Aquí, los impulsos nacionalistas tienden a expresarse más bien sobre el césped de los estadios. Redonda como un balón, la patria (o las patrias, para ser exactos) consiste en que nuestro equipo marque más goles que el contrario, aunque sea de penalti y en el último minuto.

De ahí que los conflictos patrióticos suelan dirimirse en los campos de fútbol y, particularmente, en las finales de Copa. Con gran asombro de los jugadores, en su mayoría extranjeros, las aficiones aprovechan el evento para reivindicar su condición nacional mediante la exhibición multitudinaria de banderas.
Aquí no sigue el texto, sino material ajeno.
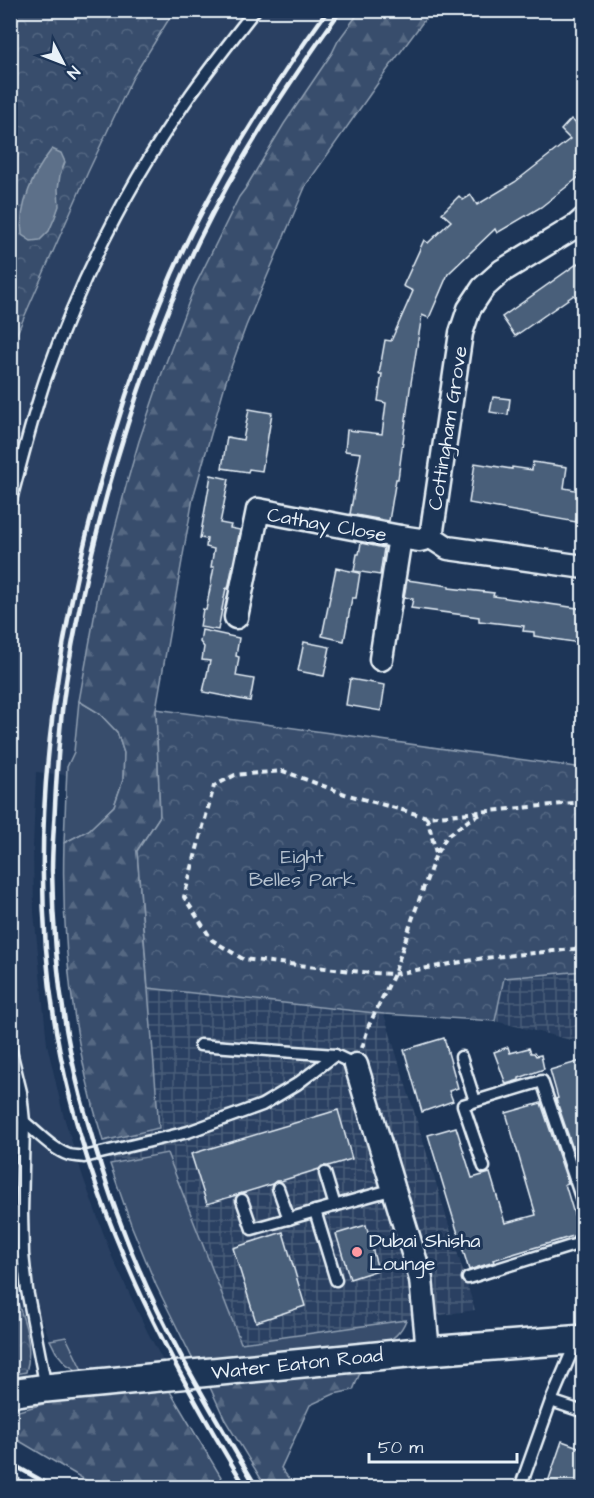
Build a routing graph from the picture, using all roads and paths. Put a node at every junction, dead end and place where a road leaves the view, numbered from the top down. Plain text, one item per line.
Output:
1 (255, 10) edge
2 (584, 219) edge
3 (10, 504) edge
4 (400, 537) junction
5 (431, 537) junction
6 (584, 567) edge
7 (236, 617) dead end
8 (381, 659) dead end
9 (584, 801) edge
10 (488, 811) junction
11 (427, 817) junction
12 (436, 854) junction
13 (584, 948) edge
14 (394, 974) junction
15 (200, 1046) dead end
16 (10, 1047) edge
17 (335, 1055) junction
18 (460, 1057) dead end
19 (356, 1065) junction
20 (475, 1101) junction
21 (24, 1122) junction
22 (484, 1167) dead end
23 (325, 1173) dead end
24 (278, 1188) dead end
25 (394, 1189) junction
26 (242, 1200) dead end
27 (335, 1206) junction
28 (584, 1206) edge
29 (315, 1211) junction
30 (289, 1219) junction
31 (584, 1242) edge
32 (468, 1278) dead end
33 (336, 1280) dead end
34 (580, 1339) edge
35 (428, 1351) junction
36 (46, 1388) junction
37 (10, 1393) edge
38 (551, 1401) junction
39 (584, 1412) edge
40 (520, 1488) edge

1 - 3 lane
2 - 5 street, Cottingham Grove
4 - 5 street, Cathay Close
4 - 7 street, Cathay Close
4 - 8 street
5 - 6 street, Cottingham Grove
9 - 10 path
10 - 11 path
10 - 12 path
11 - 12 path
11 - 14 path
12 - 14 path
13 - 14 path
14 - 19 path
15 - 17 lane
16 - 21 lane
17 - 19 lane
17 - 21 lane
18 - 20 lane
19 - 25 street
20 - 22 lane
20 - 28 lane
21 - 36 lane
23 - 27 lane
24 - 30 lane
25 - 27 lane
25 - 35 street
26 - 30 lane
27 - 29 lane
29 - 30 lane
29 - 33 lane
31 - 32 lane
34 - 35 street, Water Eaton Road
34 - 38 lane
35 - 36 street, Water Eaton Road
36 - 37 street, Water Eaton Road
38 - 39 lane
38 - 40 lane

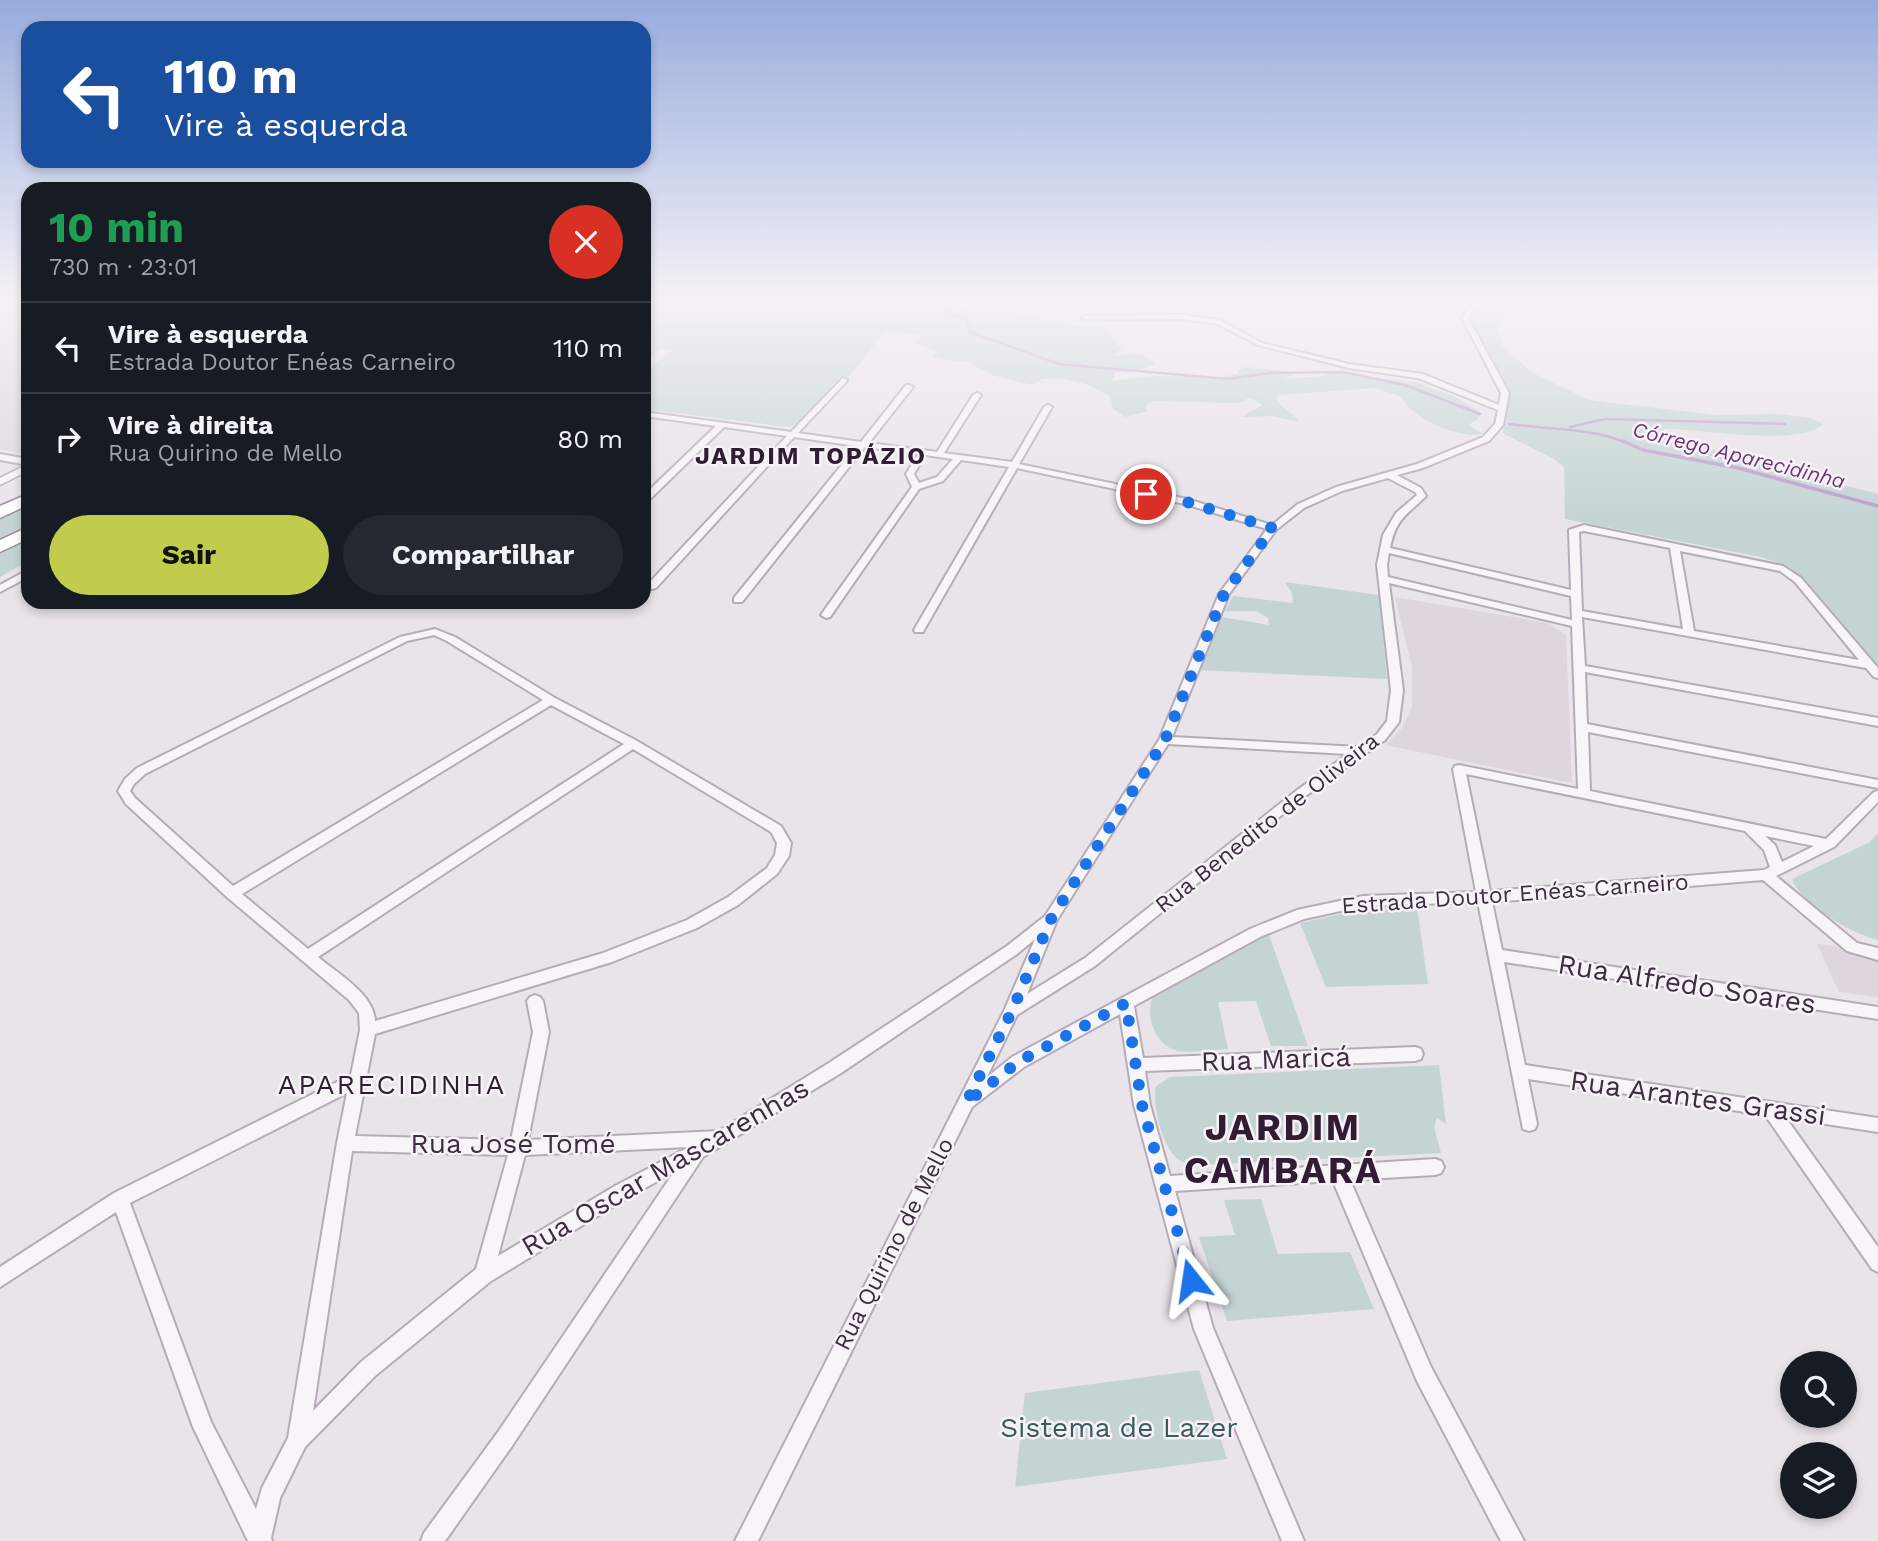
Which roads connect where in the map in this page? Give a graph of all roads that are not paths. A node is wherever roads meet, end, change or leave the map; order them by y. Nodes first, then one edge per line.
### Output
1 (1386, 371) edge
2 (1492, 371) edge
3 (843, 380) dead end
4 (909, 387) dead end
5 (977, 395) dead end
6 (1048, 407) dead end
7 (1502, 409) junction
8 (651, 415) edge
9 (656, 416) junction
10 (651, 420) edge
11 (721, 426) junction
12 (792, 435) junction
13 (862, 445) junction
14 (922, 454) junction
15 (939, 455) junction
16 (3, 458) edge
17 (959, 458) junction
18 (21, 463) edge
19 (1013, 465) junction
20 (21, 469) edge
21 (1388, 474) junction
22 (3, 480) edge
23 (916, 487) junction
24 (651, 493) edge
25 (21, 502) edge
26 (0, 513) edge
27 (1273, 528) junction
28 (21, 536) edge
29 (1674, 546) junction
30 (0, 547) edge
31 (1387, 550) junction
32 (21, 577) edge
33 (1383, 579) junction
34 (652, 586) dead end
35 (0, 589) edge
36 (1576, 594) junction
37 (738, 600) dead end
38 (826, 615) dead end
39 (1577, 619) junction
40 (919, 630) dead end
41 (1689, 633) junction
42 (1579, 668) junction
43 (1874, 670) edge
44 (551, 700) junction
45 (1878, 722) edge
46 (1581, 727) junction
47 (1165, 740) junction
48 (633, 744) junction
49 (1360, 751) junction
50 (1878, 783) edge
51 (1584, 794) junction
52 (1878, 795) edge
53 (1748, 827) junction
54 (1829, 844) junction
55 (1772, 872) junction
56 (232, 893) junction
57 (1485, 897) junction
58 (1051, 919) junction
59 (1878, 954) edge
60 (1496, 956) junction
61 (307, 957) junction
62 (535, 1001) dead end
63 (1126, 1003) junction
64 (1012, 1011) junction
65 (1878, 1013) edge
66 (368, 1030) junction
67 (1415, 1054) dead end
68 (1136, 1065) junction
69 (1519, 1071) junction
70 (359, 1079) junction
71 (966, 1103) junction
72 (1770, 1109) junction
73 (1529, 1124) dead end
74 (1878, 1125) edge
75 (722, 1138) junction
76 (345, 1143) junction
77 (518, 1148) junction
78 (697, 1153) junction
79 (1435, 1167) dead end
80 (1338, 1173) junction
81 (1165, 1184) junction
82 (120, 1199) junction
83 (1878, 1263) edge
84 (484, 1275) junction
85 (0, 1278) edge
86 (298, 1440) junction
87 (260, 1540) edge
88 (432, 1541) edge
89 (746, 1541) edge
90 (1293, 1541) edge
91 (1513, 1541) edge

1 - 7 street
2 - 7 street
3 - 12 street
4 - 13 street
5 - 15 street
6 - 19 street
7 - 21 street, Rua Quirino de Mello
8 - 9 street
9 - 10 street
9 - 11 street
11 - 12 street
11 - 24 street
12 - 13 street
12 - 34 street
13 - 14 street
13 - 37 street
14 - 15 street
14 - 23 street
15 - 17 street
16 - 18 street
16 - 22 street
17 - 19 street
17 - 23 street
19 - 27 street
19 - 40 street
20 - 22 street
21 - 27 street, Rua Quirino de Mello
21 - 31 street, Rua Benedito de Oliveira
23 - 38 street
25 - 26 highway
27 - 47 street, Rua Quirino de Mello
28 - 30 highway
29 - 36 street
29 - 41 street
29 - 43 street
31 - 33 street, Rua Benedito de Oliveira
31 - 36 street
32 - 35 street
33 - 39 street
33 - 49 street, Rua Benedito de Oliveira
36 - 39 street
39 - 41 street
39 - 42 street
41 - 43 street
42 - 45 street
42 - 46 street
44 - 48 street
44 - 56 street
44 - 56 street
46 - 50 street
46 - 51 street
47 - 49 street
47 - 58 street, Rua Quirino de Mello
48 - 61 street
48 - 66 street
49 - 64 street, Rua Benedito de Oliveira
51 - 53 street
51 - 57 street
52 - 54 street, Estrada Doutor Enéas Carneiro
53 - 54 street
53 - 55 street
54 - 55 street, Estrada Doutor Enéas Carneiro
55 - 57 street, Estrada Doutor Enéas Carneiro
55 - 59 street
56 - 61 street
57 - 60 street
57 - 63 street, Estrada Doutor Enéas Carneiro
58 - 64 street, Rua Quirino de Mello
58 - 75 street, Rua Oscar Mascarenhas
60 - 65 street, Rua Alfredo Soares
60 - 69 street
61 - 66 street
62 - 77 street
63 - 68 street
63 - 71 street, Estrada Doutor Enéas Carneiro
64 - 71 street, Rua Quirino de Mello
66 - 70 street
67 - 68 street, Rua Maricá
68 - 81 street
69 - 72 street, Rua Arantes Grassi
69 - 73 street
70 - 76 street
70 - 82 street
71 - 89 street, Rua Quirino de Mello
72 - 74 street, Rua Arantes Grassi
72 - 83 street
75 - 77 street, Rua José Tomé
75 - 78 street, Rua Oscar Mascarenhas
76 - 77 street, Rua José Tomé
76 - 86 street
77 - 84 street
78 - 84 street, Rua Oscar Mascarenhas
78 - 88 street
79 - 80 street
80 - 81 street
80 - 91 street
81 - 90 street
82 - 85 street
82 - 87 street
84 - 86 street, Rua Oscar Mascarenhas
86 - 87 street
El ritual incluye a menudo una pitada al himno de España y a su jefe de Estado, por más que los clubes implicados los acepten tácitamente al participar en una competición que lleva el nombre del Rey (y antes, el del Generalísimo).

Son muchos los que se quejan, razonablemente, por esas faltas de cortesía y, sobre todo, por la confusión entre política y deporte. Lo cierto, sin embargo, es que cuesta distinguir entre una y otro en una España donde el fútbol ha sido declarado "de interés nacional" por las autoridades. Y tampoco eso es necesariamente malo.

Puestos a buscarle ventajas a esa pasión balompédica, el fútbol ha sustituido felizmente a la guerra como válvula de escape de los impulsos patrióticos que tanta sangre hacían correr antiguamente. Basta cualquier partido de rivalidad interautonómica -o mejor aún, una final de Copa- para comprobar que las viejas pendencias nacionales y tribales se dirimen en estos más civilizados tiempos sobre la hierba de un estadio, y ya no en el Campo de Marte.

Así se explica que algunos equipos -como el Barça, un suponer- declaren ser "más que un club" y que las aficiones acudan al estadio pertrechadas de símbolos políticos, tal que si fuesen a una manifestación en vez de a un simple partido.

El espectáculo puede ser más o menos chocante a la vista, pero tampoco es cuestión de ponerle puertas al campo, aunque sea el de fútbol. Es lo que ha venido a dictaminar un magistrado con su decisión -ciertamente rara por aquí- de hacer que prevalezca la libertad de expresarse por encima de los reglamentos de la UEFA. Otra cosa es que el árbitro deje pasar un penalti sin pitarlo. Con las cosas serias no se juega.